*** SOURCE MATERIAL ***
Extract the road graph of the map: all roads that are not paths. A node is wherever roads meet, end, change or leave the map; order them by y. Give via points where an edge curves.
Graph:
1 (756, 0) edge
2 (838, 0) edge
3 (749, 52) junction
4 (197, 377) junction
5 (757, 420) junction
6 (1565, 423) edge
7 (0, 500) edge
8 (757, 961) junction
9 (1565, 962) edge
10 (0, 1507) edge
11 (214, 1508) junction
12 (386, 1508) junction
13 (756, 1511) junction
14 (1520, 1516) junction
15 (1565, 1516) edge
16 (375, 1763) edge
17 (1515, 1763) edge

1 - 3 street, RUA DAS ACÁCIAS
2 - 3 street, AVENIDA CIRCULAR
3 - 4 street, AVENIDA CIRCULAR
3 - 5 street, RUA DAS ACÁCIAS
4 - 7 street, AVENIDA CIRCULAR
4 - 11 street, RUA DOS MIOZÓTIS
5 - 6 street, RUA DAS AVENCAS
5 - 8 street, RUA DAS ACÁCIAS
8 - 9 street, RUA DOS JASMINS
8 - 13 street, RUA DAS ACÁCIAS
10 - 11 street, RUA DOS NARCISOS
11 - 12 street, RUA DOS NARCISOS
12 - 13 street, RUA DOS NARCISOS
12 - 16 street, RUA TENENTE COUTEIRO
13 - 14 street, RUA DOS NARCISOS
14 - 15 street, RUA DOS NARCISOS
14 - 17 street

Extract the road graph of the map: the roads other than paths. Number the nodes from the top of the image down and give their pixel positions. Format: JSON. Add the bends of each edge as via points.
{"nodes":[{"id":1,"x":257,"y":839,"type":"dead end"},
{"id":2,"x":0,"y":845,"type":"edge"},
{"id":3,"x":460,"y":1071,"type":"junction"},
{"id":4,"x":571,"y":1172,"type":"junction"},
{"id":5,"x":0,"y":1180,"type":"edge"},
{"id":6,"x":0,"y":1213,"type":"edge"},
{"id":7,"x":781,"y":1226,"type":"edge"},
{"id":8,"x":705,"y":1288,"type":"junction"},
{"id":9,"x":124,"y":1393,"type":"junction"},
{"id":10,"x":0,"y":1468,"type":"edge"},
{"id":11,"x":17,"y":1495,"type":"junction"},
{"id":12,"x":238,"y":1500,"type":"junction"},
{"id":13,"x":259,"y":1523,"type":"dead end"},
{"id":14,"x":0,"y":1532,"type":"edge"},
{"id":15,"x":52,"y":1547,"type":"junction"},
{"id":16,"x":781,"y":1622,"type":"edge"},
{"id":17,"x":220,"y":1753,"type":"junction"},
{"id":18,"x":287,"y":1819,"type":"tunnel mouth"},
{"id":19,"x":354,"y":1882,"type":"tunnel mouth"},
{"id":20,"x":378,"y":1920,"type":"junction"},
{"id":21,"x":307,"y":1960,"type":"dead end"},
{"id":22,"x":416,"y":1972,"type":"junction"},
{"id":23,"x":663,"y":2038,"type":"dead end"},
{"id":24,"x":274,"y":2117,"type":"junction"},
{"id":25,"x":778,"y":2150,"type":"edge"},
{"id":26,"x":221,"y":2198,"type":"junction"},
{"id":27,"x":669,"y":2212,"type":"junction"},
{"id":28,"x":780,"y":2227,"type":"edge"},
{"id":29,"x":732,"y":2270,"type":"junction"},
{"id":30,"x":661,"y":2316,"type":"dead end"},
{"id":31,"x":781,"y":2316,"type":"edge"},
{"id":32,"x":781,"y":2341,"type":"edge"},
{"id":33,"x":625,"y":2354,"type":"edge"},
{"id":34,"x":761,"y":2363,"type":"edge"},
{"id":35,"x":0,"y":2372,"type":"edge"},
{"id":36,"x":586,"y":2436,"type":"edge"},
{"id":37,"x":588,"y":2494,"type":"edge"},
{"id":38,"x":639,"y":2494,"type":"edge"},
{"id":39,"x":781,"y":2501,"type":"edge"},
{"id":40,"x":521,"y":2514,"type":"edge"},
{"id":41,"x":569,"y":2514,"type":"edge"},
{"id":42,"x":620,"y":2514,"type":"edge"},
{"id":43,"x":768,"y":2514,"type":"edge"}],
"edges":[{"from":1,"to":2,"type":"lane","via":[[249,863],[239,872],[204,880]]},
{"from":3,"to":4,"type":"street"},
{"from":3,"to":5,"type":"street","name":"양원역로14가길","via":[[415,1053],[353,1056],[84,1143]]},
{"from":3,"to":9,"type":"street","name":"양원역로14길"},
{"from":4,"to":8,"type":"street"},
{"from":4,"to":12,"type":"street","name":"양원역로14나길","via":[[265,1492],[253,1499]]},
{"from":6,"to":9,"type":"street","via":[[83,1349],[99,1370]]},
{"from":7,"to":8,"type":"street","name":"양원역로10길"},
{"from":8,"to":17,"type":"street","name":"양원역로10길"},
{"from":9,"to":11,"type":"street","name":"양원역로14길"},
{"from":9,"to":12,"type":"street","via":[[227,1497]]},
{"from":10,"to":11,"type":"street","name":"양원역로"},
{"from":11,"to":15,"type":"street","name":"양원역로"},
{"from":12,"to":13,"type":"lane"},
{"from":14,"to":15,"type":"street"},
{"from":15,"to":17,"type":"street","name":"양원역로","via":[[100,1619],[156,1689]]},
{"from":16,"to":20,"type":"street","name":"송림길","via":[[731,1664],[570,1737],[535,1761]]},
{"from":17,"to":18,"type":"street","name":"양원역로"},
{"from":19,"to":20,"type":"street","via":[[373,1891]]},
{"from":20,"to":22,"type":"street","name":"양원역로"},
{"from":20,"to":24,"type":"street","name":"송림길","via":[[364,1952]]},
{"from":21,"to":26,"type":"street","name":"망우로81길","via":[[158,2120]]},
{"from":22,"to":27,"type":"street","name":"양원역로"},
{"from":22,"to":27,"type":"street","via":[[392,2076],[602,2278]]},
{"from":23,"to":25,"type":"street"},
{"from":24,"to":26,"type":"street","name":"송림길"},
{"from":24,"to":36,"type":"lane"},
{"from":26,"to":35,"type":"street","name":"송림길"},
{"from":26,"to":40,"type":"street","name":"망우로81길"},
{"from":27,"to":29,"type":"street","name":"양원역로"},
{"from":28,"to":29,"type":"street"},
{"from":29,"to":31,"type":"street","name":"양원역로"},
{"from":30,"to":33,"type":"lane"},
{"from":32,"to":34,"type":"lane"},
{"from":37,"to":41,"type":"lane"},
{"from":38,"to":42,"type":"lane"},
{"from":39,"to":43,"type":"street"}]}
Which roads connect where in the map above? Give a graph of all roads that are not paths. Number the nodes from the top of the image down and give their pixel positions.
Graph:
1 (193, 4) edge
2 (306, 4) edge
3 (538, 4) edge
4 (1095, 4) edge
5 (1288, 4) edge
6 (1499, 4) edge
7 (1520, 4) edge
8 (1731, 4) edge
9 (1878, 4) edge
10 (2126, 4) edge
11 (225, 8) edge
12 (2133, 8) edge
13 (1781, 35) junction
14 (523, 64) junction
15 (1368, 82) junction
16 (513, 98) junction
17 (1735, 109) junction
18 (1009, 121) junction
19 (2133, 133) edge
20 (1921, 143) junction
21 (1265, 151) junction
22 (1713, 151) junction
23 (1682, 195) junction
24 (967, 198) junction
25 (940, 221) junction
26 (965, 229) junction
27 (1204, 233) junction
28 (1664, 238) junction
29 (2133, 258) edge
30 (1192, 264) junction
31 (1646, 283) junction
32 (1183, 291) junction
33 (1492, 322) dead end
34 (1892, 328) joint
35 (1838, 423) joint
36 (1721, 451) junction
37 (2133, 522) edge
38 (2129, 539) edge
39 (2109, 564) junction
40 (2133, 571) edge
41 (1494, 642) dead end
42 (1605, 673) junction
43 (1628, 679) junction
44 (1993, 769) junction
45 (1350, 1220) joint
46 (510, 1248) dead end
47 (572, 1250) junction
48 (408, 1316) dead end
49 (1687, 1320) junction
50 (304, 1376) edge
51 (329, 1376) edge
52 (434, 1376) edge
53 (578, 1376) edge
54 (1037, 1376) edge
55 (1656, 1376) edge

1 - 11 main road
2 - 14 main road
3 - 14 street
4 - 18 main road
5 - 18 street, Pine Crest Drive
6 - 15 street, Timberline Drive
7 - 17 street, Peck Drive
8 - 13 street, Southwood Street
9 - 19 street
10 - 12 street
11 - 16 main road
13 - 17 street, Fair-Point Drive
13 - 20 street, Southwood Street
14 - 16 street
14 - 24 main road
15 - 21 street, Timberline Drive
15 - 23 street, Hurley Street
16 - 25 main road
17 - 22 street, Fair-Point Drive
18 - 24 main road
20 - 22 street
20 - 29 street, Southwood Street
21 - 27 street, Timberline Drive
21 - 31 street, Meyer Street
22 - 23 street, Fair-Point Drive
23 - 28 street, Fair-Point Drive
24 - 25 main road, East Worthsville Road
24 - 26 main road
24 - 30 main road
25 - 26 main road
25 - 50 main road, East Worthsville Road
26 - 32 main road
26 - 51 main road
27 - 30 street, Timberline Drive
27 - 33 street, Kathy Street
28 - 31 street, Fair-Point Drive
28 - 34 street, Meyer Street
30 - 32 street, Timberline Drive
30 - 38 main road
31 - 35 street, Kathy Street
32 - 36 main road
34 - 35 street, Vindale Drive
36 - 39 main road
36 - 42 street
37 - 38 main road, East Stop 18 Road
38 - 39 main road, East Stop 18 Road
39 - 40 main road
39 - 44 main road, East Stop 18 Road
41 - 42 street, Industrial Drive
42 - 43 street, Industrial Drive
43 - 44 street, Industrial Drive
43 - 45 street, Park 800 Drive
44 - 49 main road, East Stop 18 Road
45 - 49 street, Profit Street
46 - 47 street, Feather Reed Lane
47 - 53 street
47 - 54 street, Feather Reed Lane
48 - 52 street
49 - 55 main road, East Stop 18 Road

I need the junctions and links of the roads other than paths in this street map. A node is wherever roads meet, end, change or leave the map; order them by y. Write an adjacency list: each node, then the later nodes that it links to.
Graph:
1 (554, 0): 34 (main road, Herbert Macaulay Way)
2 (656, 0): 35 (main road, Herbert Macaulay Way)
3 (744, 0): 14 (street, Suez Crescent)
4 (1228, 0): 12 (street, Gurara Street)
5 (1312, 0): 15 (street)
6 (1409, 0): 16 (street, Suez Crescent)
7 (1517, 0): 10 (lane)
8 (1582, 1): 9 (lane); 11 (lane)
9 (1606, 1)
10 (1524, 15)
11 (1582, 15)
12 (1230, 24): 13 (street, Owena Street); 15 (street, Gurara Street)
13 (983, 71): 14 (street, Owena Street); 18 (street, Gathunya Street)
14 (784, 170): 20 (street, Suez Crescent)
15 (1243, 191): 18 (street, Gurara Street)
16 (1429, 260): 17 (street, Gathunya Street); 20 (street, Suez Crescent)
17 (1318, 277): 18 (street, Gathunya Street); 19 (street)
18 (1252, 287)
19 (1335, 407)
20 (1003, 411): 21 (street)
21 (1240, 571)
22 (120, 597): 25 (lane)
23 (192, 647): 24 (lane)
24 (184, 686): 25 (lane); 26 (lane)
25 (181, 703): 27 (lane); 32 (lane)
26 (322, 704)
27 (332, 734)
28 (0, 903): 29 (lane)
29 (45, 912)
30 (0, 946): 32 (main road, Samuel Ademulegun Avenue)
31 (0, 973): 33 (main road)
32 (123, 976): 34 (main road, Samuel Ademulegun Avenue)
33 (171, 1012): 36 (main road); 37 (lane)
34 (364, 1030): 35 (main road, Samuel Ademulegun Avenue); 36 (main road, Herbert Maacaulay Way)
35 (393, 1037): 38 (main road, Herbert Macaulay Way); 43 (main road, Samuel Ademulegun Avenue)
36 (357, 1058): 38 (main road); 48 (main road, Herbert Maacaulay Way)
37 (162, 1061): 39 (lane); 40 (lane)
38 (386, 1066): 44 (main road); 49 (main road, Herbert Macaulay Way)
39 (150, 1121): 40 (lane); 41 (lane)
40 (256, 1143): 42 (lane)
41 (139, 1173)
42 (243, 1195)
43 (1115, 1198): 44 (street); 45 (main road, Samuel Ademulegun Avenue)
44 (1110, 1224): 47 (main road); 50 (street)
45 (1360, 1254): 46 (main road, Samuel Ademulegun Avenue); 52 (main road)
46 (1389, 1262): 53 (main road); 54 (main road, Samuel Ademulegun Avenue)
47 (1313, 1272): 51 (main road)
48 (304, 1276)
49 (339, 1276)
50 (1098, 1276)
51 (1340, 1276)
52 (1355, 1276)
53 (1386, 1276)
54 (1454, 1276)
*** End of SOURCE MATERIAL ***
◆ TASK ◆
Return a copy of each line in the records above that has "joint" in it.

◆ TASK RESULT ◆
34 (1892, 328) joint
35 (1838, 423) joint
45 (1350, 1220) joint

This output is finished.